After the War, Bagbee, craving loud music like a pandemonium junky, sought out Stoddard and his calliope. Capitalizing on his short-lived but memorable musical notoriety, he convinced the Worcesterian to let him try out one of his skirly fandangos on the steam whistle machine. Stoddard agreed. And on February 3, 1901, 34 months before his brother-in-law would imitate him, Bagbee achieved the first recorded instance of "self-propelled flight in a heavier-than-air object bigger than a breadbox." The tune that provoked the craft to supra-ground activity was the Cockaigne Overture, a popular piece of the day by Edward Elgar. Bagbee took the already buoyant melodies and cranked them up several notches with microtonal filigree. The result was that he was soon dividing his calliope time between playing and piloting. While he was a natural on the first, he was no more than a dilettante at the latter task. When the ship's heading appeared dead wrong, he tended to overcompensate his corrective measures. No matter he couldn't have accurately steered anyway, Bagbee at least felt better trying. And whatever he did had the would-be Betty on an intercept course with Boston Harbor. As the great, noisy craft passed loudly over Faneuil Hall, it was leaking notes faster than a eunuch's prophylactic. It hooted, it warbled, it coughed, it flatulated. And then it abruptly ceased its "supra-ground activity."

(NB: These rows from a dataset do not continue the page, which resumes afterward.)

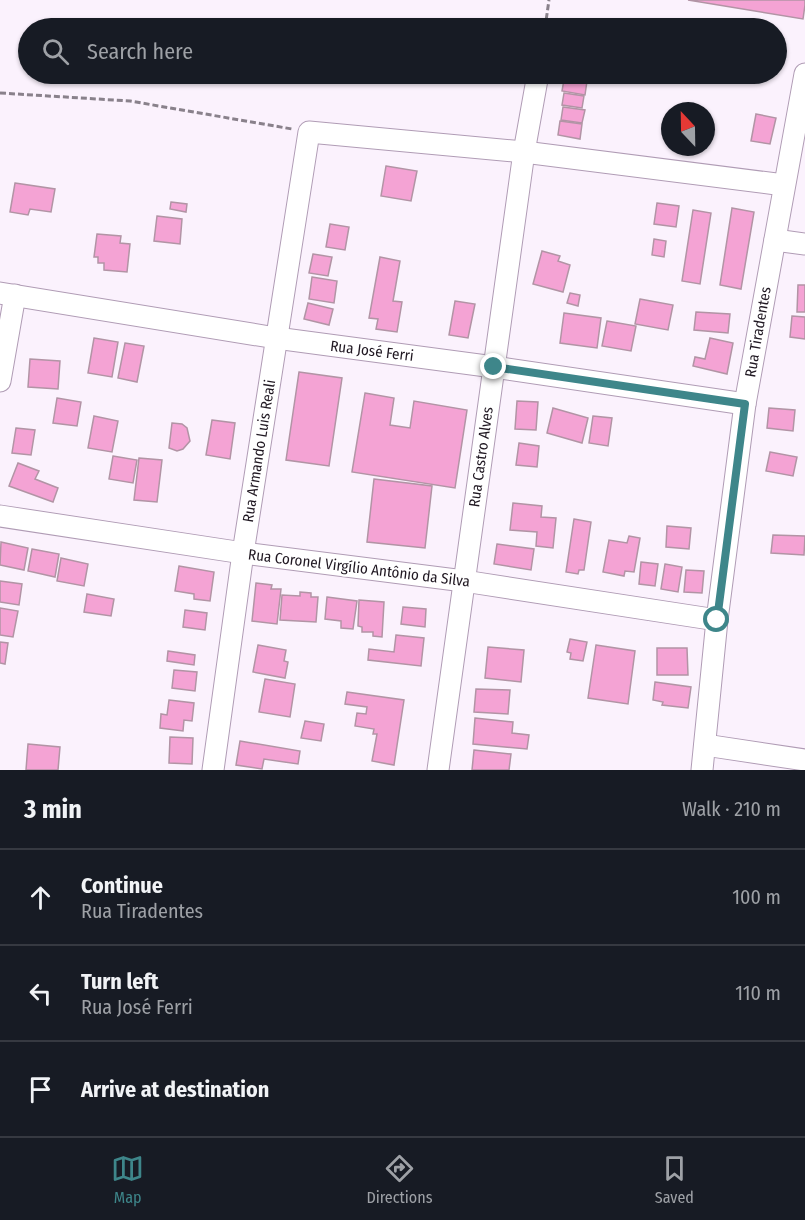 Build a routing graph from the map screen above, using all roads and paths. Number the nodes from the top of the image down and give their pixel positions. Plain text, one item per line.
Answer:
1 (549, 0) edge
2 (546, 18) edge
3 (805, 74) edge
4 (536, 84) edge
5 (0, 93) edge
6 (309, 132) junction
7 (524, 152) junction
8 (784, 185) junction
9 (775, 240) junction
10 (805, 244) edge
11 (8, 294) edge
12 (276, 338) junction
13 (494, 367) junction
14 (0, 381) edge
15 (745, 404) junction
16 (0, 516) edge
17 (243, 554) junction
18 (464, 582) junction
19 (717, 620) junction
20 (705, 745) junction
21 (805, 760) edge
22 (213, 770) edge
23 (438, 770) edge
24 (702, 770) edge

1 - 2 path
3 - 8 street, Rua Tiradentes
4 - 7 street, Rua Castro Alves
5 - 6 path
6 - 7 street
6 - 12 street, Rua Armando Luis Reali
7 - 8 street
7 - 13 street, Rua Castro Alves
8 - 9 street, Rua Tiradentes
9 - 10 street
9 - 15 street, Rua Tiradentes
11 - 12 street, Rua José Ferri
11 - 14 street
12 - 13 street, Rua José Ferri
12 - 17 street, Rua Armando Luis Reali
13 - 15 street, Rua José Ferri
13 - 18 street, Rua Castro Alves
15 - 19 street, Rua Tiradentes
16 - 17 street, Rua Coronel Virgílio Antônio da Silva
17 - 18 street, Rua Coronel Virgílio Antônio da Silva
17 - 22 street, Rua Armando Luis Reali
18 - 19 street, Rua Coronel Virgílio Antônio da Silva
18 - 23 street, Rua Castro Alves
19 - 20 street, Rua Tiradentes
20 - 21 street
20 - 24 street, Rua Tiradentes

Today, strict heavier-than-air navigation laws for bigger-than-breadbox objects prohibit the calliope from assuming its former glory in the sky. Aside from being the official instrument of the intraworld whiskers six-draw tournament, it has been relegated to circus parades, river steamships and similar low-profile ground-shackling activities.

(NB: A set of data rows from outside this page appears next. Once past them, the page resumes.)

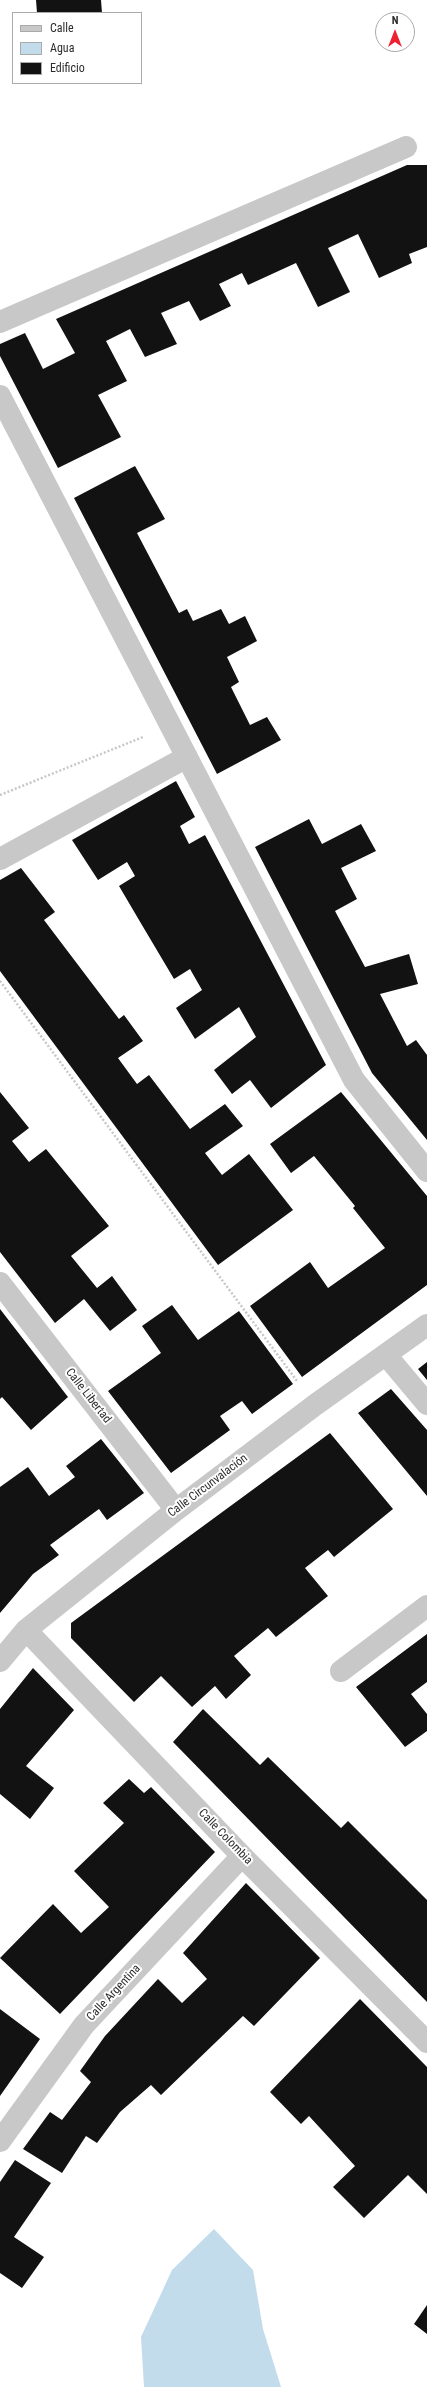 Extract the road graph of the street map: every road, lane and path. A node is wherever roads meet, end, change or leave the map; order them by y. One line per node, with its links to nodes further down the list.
1 (406, 146): 2 (street)
2 (0, 322)
3 (0, 396): 4 (street)
4 (171, 726): 5 (street); 6 (path)
5 (187, 757): 7 (street); 9 (street)
6 (0, 795)
7 (0, 859)
8 (0, 981): 14 (path)
9 (427, 1172)
10 (0, 1282): 15 (street, Calle Libertad)
11 (427, 1325): 12 (street, Calle Circunvalación)
12 (386, 1355): 13 (street); 14 (street, Calle Circunvalación)
13 (427, 1404)
14 (315, 1405): 15 (street, Calle Circunvalación)
15 (176, 1510): 17 (street, Calle Circunvalación)
16 (427, 1606): 19 (street)
17 (26, 1630): 18 (street, Calle Circunvalación); 20 (street, Calle Colombia)
18 (0, 1661)
19 (341, 1671)
20 (242, 1856): 21 (street, Calle Colombia); 22 (street, Calle Argentina)
21 (427, 2042)
22 (0, 2141)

Zenon A. Bagbee, on the other hand, continues to prosper to this day. When his turn-of-the-century cronies began to kick buckets, head off to happy hunting grounds and otherwise engage in discontinuations of the human condition, he rearranged the letters in his name, hooked up with Otto Lummer's bi-nosal warrior ancestor, and moved to the New Hampshire desert to recontextualize as a musical shaman with an affinity for microwhistling brass tonals.

Now today's 298th episode of Kalvos & Damian's New Music Bazaar would be an excellent opportunity to showcase the world’s greatest microtonal calliope music, but I suspect that another musical agenda is already on tap and this grossly overlooked oeuvre of tune will have to wait for another day, probably a day without Damian or Kalvos.